RAW DATA:
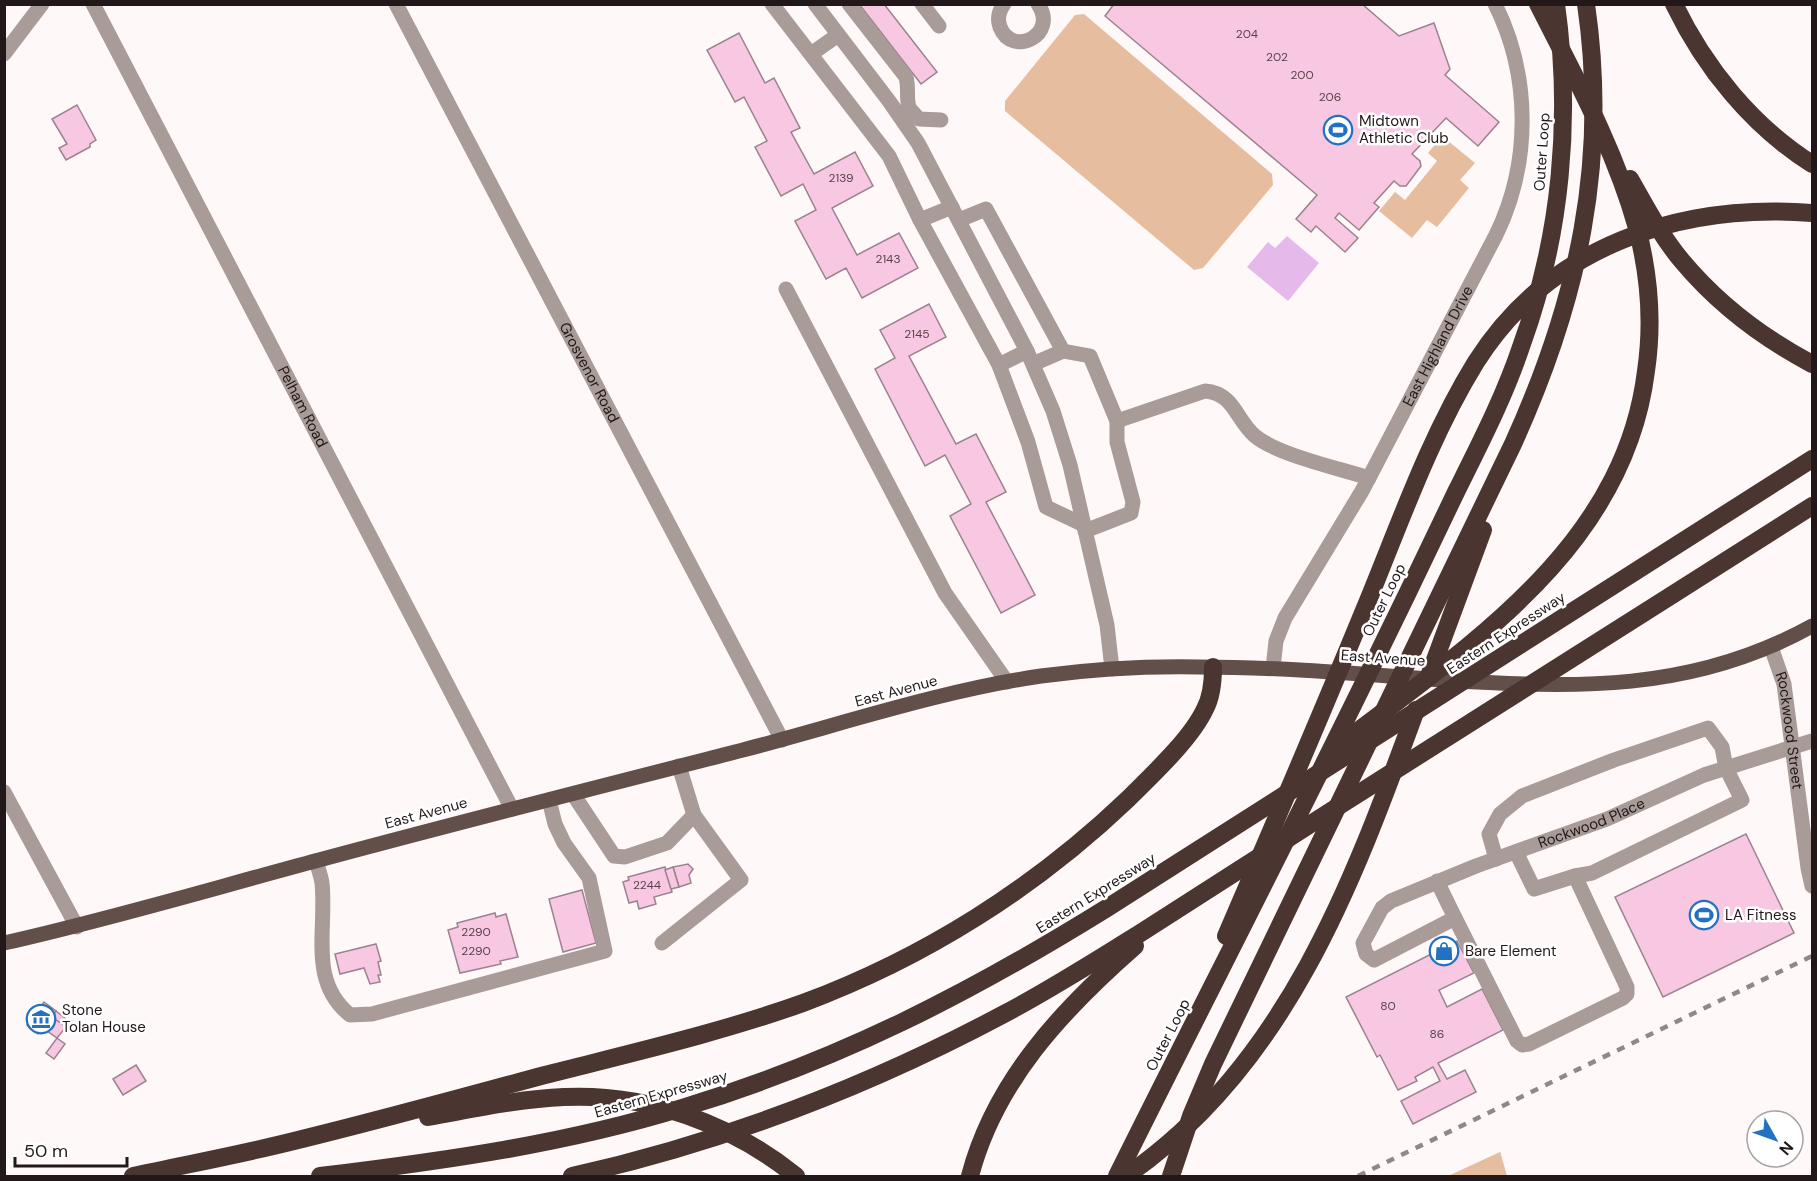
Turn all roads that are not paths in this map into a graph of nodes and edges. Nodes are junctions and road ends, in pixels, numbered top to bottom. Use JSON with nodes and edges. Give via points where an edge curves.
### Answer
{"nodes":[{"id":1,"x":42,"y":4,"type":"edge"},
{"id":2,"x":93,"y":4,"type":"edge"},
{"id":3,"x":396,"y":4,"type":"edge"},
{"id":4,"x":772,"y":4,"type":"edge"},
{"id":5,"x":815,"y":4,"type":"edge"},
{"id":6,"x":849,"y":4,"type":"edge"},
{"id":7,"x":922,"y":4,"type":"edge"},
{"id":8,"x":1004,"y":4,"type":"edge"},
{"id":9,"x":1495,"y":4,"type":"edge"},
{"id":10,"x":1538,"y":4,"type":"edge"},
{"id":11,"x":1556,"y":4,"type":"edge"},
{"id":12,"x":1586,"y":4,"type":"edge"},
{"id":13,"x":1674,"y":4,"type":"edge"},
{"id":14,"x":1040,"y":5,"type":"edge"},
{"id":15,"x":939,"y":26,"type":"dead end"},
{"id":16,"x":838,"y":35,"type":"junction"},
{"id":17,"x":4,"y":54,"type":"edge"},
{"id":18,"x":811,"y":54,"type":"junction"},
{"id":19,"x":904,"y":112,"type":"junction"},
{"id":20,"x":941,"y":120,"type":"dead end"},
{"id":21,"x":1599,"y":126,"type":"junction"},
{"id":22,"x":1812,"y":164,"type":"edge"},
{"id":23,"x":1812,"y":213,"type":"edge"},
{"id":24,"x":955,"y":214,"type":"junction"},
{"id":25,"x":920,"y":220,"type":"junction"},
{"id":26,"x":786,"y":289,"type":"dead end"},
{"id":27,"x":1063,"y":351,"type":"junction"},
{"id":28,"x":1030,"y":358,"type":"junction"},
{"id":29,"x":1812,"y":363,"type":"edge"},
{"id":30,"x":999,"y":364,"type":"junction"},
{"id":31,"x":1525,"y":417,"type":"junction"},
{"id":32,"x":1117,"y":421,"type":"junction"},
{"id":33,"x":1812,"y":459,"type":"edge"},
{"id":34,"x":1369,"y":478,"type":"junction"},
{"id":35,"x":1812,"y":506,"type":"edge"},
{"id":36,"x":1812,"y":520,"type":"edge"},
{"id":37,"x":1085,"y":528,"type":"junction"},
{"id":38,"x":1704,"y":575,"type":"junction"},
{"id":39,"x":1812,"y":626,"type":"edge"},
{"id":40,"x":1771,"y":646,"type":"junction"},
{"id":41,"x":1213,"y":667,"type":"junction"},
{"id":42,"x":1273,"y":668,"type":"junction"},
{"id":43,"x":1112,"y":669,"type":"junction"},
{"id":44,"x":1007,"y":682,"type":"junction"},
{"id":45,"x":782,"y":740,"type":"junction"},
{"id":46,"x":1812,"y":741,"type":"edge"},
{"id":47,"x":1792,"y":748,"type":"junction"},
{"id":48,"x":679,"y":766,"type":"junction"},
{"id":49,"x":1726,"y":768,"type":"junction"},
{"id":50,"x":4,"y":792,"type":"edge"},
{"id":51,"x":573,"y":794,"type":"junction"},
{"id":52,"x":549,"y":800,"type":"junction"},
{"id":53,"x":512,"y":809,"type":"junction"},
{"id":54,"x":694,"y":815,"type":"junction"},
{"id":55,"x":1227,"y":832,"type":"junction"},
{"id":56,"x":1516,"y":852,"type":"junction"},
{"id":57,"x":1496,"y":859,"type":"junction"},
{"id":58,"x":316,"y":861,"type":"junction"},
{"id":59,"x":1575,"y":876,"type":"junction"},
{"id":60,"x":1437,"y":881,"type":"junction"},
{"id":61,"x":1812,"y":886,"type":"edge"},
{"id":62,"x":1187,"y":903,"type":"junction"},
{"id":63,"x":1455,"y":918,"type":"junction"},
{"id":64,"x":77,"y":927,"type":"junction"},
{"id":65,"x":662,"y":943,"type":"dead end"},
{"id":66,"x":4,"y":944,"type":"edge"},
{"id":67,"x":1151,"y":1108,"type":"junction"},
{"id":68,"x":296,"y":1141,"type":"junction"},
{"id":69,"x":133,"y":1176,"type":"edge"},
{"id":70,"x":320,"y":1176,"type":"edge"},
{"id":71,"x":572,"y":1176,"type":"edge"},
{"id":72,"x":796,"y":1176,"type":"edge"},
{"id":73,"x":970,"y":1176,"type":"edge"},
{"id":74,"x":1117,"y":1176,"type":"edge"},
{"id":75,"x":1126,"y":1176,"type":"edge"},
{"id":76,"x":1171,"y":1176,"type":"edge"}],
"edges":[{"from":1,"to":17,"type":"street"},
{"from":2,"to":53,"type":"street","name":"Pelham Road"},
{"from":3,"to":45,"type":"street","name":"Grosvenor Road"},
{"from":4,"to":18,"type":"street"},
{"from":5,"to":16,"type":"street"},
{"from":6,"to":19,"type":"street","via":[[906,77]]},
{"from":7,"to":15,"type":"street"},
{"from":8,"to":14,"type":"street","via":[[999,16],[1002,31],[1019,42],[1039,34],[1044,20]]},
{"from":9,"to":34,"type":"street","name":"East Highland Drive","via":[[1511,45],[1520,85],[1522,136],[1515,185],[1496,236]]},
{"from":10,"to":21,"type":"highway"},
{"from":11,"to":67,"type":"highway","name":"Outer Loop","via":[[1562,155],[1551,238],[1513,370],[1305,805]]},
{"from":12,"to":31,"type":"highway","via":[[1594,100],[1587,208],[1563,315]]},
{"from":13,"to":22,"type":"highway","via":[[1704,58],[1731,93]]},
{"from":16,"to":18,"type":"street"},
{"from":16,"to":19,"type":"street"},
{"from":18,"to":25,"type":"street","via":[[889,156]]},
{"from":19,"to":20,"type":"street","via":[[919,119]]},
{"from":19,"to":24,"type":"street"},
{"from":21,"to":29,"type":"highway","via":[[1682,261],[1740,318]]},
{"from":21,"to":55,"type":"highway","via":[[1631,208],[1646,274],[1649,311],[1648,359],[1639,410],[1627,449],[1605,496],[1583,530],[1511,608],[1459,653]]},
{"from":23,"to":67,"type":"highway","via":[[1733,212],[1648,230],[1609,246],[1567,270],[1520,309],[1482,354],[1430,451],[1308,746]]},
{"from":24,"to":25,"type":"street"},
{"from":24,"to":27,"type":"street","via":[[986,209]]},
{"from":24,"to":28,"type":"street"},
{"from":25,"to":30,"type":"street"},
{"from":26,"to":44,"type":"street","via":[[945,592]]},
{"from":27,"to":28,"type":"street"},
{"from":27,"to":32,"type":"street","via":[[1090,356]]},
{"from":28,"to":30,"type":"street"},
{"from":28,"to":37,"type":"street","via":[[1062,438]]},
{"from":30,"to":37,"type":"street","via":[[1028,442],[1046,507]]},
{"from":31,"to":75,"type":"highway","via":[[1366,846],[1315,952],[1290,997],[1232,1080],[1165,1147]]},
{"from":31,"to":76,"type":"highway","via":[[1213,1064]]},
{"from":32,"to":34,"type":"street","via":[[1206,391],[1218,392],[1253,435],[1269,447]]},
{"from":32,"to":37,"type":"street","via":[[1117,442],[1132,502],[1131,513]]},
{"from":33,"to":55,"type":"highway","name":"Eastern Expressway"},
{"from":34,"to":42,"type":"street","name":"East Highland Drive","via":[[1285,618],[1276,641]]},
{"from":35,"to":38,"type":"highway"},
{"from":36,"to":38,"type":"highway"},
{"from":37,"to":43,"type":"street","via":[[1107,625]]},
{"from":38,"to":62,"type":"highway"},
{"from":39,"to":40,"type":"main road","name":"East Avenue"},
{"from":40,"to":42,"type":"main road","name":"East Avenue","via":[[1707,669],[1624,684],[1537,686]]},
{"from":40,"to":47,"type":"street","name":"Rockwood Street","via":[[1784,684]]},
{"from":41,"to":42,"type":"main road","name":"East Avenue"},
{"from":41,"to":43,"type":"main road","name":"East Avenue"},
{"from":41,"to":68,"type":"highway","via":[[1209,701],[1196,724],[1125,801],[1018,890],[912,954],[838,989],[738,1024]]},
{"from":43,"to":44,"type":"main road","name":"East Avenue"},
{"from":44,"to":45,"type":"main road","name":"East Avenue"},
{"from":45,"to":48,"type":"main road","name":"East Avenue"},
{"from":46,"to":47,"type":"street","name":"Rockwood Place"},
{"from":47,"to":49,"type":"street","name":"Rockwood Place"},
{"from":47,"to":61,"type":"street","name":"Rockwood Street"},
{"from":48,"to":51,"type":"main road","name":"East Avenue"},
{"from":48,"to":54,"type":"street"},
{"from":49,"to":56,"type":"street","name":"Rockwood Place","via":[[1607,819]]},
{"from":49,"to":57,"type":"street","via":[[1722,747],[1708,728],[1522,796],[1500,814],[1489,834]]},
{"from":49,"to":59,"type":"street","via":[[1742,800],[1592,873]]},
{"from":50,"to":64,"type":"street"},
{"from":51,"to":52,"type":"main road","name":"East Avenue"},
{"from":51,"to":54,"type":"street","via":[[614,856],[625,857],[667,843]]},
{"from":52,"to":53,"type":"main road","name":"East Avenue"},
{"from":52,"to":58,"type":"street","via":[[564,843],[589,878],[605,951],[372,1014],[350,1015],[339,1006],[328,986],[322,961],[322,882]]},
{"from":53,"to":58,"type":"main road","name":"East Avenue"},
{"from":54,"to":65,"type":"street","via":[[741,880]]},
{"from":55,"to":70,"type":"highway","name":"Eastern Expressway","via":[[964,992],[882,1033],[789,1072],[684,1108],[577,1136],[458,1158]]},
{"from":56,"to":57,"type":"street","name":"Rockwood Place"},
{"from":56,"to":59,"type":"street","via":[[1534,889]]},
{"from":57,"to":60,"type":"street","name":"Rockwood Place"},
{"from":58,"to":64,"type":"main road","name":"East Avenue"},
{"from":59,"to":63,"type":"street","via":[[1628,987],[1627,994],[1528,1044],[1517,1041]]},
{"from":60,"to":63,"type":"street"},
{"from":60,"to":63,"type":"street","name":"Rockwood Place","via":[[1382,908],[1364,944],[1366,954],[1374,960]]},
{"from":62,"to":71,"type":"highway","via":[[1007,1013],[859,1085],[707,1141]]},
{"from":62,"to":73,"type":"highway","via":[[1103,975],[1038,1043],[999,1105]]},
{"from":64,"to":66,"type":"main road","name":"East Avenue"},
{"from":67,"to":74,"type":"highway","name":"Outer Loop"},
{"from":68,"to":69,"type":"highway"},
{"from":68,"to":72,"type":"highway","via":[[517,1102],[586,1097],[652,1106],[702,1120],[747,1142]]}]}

...

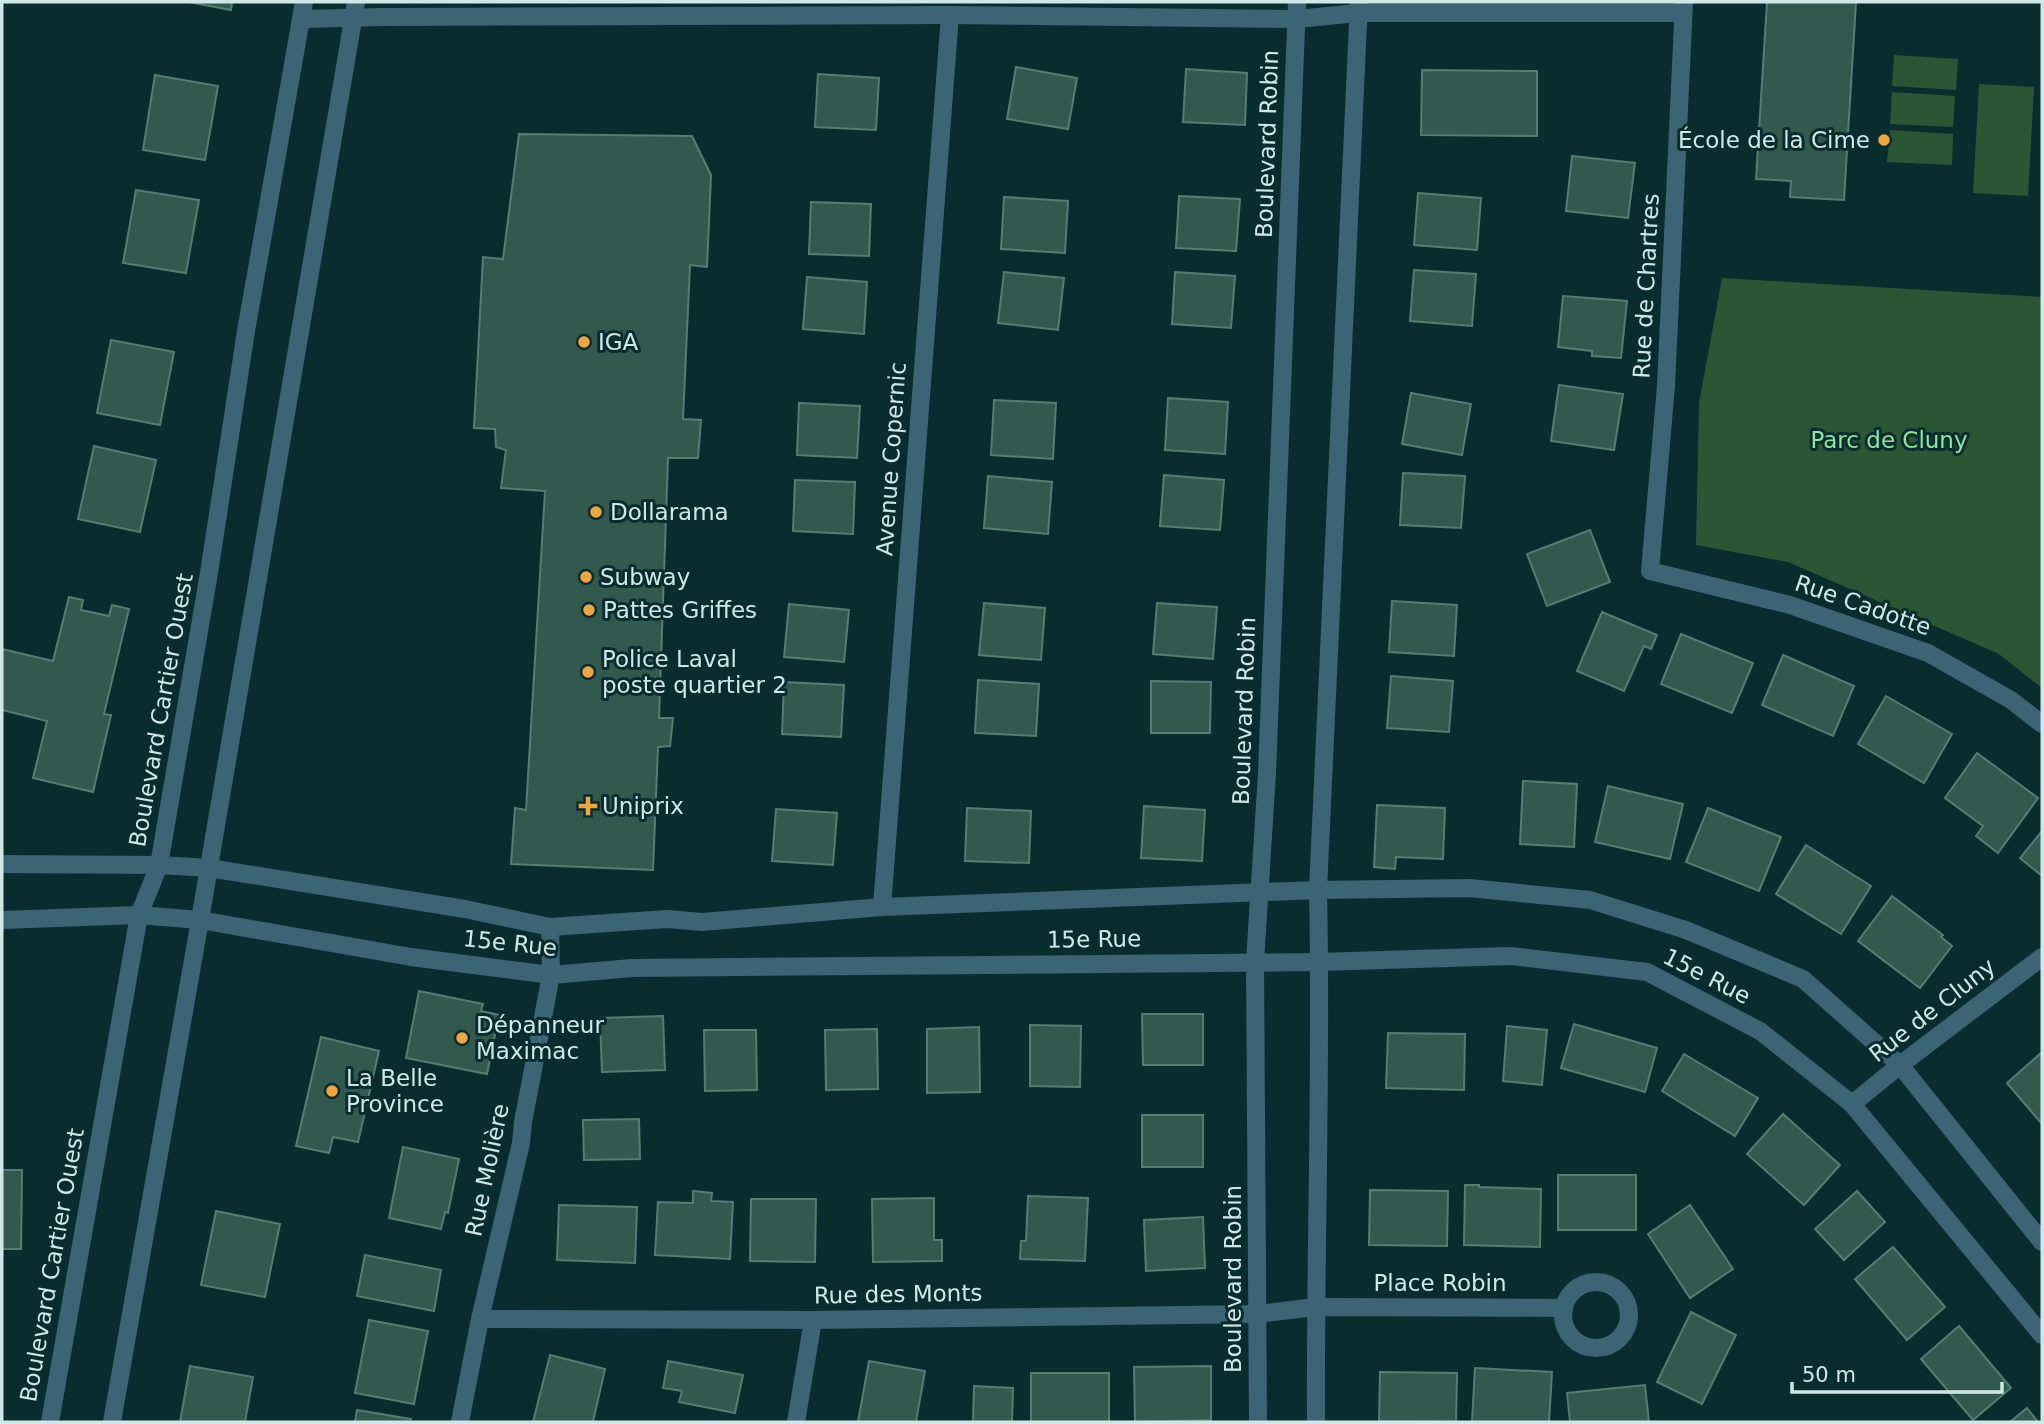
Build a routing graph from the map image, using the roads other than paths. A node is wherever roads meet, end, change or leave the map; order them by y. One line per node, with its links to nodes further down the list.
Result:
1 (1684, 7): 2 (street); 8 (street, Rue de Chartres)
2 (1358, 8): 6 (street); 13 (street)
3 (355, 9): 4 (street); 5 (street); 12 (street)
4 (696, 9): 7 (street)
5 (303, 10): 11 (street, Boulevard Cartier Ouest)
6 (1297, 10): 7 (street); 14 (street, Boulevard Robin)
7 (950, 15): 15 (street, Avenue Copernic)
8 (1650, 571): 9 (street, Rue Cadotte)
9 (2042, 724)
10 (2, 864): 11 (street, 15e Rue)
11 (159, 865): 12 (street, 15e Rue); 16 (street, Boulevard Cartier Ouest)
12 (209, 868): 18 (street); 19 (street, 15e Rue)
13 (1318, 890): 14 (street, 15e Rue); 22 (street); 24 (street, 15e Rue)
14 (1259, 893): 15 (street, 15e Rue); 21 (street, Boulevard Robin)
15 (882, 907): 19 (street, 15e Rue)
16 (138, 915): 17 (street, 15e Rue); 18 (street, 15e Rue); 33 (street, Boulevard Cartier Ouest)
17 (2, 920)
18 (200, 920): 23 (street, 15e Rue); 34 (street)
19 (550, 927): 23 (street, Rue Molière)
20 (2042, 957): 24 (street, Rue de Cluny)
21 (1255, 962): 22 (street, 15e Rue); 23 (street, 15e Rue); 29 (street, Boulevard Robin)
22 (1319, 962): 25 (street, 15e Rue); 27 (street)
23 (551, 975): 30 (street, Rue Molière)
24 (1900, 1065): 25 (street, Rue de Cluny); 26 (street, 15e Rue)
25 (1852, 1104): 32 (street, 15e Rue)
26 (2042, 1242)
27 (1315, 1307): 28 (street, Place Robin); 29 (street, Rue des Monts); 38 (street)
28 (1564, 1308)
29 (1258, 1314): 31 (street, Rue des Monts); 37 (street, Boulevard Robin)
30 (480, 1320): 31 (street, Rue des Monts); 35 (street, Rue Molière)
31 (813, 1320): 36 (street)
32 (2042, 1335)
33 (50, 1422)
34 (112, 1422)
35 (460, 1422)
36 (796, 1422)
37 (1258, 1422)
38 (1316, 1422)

WHAT THE TASK REQUIRES: Out of the records above, pick each line that contains the string "Cartier".

OUTPUT:
5 (303, 10): 11 (street, Boulevard Cartier Ouest)
11 (159, 865): 12 (street, 15e Rue); 16 (street, Boulevard Cartier Ouest)
16 (138, 915): 17 (street, 15e Rue); 18 (street, 15e Rue); 33 (street, Boulevard Cartier Ouest)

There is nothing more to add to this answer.